[avahi] Resolve multiple IP4 Addresses

Lennart Poettering lennart at poettering.net
Thu May 7 10:57:37 PDT 2009


On Thu, 07.05.09 13:09, Mark Gollahon (mgollahon at exacq.com) wrote:

> In my case, we are connecting to Axis cameras.  Some models of Axis
> cameras report their configured IP address first; others report their
> link-local address first.  Now, because of certain other design
> limitations and requirements that would take too much time to go into
> here, we have to store the camera's IP address when that camera is
> configured in our system.  So, if during our camera detection phase,
> Avahi hands back the link-local address, then we're totally sunk when
> the link-local address changes (which does at the most inopportune time
> - when the camera reboots and we're trying to reconnect).
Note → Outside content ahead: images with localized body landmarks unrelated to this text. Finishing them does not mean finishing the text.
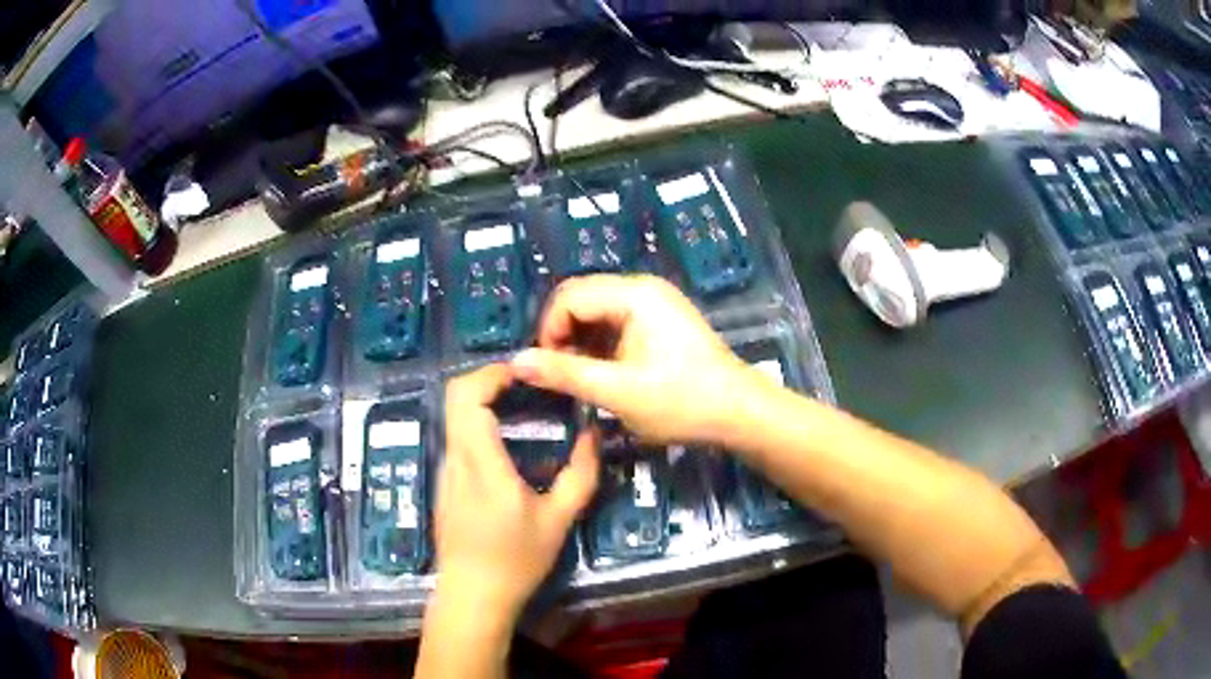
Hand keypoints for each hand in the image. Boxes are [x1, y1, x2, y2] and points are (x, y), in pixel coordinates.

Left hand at [434, 364, 599, 621]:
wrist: (473, 595)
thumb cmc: (516, 560)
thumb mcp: (558, 520)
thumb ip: (580, 474)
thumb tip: (593, 433)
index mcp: (481, 463)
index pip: (467, 397)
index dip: (492, 373)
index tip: (525, 373)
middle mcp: (455, 458)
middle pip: (454, 397)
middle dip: (487, 379)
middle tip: (525, 385)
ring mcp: (445, 471)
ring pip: (454, 417)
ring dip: (482, 402)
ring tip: (520, 409)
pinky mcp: (444, 484)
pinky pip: (457, 439)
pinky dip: (478, 425)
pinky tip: (507, 446)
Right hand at [511, 274, 748, 444]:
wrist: (739, 412)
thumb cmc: (681, 402)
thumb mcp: (618, 392)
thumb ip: (565, 374)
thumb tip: (515, 362)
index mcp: (633, 294)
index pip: (568, 296)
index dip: (548, 331)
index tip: (547, 370)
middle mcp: (642, 287)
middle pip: (581, 298)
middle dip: (561, 334)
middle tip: (561, 375)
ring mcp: (654, 302)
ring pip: (596, 311)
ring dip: (580, 341)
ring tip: (579, 378)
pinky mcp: (660, 320)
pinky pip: (615, 322)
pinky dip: (600, 345)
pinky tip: (601, 373)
I am sorry, but if you use IP addresses like this it is not more than
an ugly hack.

IP addresses are not useful for identifying machines. IP adress can
change. IP addresses can be assigned to multiple machines. One
machine, even one network interface can have multiple IP addresses. IP
addresses are only unique and suitable for identification in a very
specific context, which is when you talk about network interfaces for
the use of routing on a specific network in a specific time frame.

> Furthermore, trying to explain what that "169.x.x.x" address is or why a
> user doesn't see the address they configured into the camera to a user
> not versed in IP addressing is a complete non-starter.

Yes, IP addresses should generally not exposed to the user. That's why
host names have been invented.

> Therefore, saying that scenarios where an mDNS recipient needs all
> addresses for a given DNS name is a misuse of mDNS really is
> disingenuous.  There really are times when we need all of the reported
> addresses we can get.

No. This is a hack. An ugly one. And a misuse of mDNS/DNS-SD.

This is precisely the reason why I chose not mimic the Bonjour API in
this aspect: people start to misuse the technology for things it
wasn't designed for.

Lennart

-- 
Lennart Poettering                        Red Hat, Inc.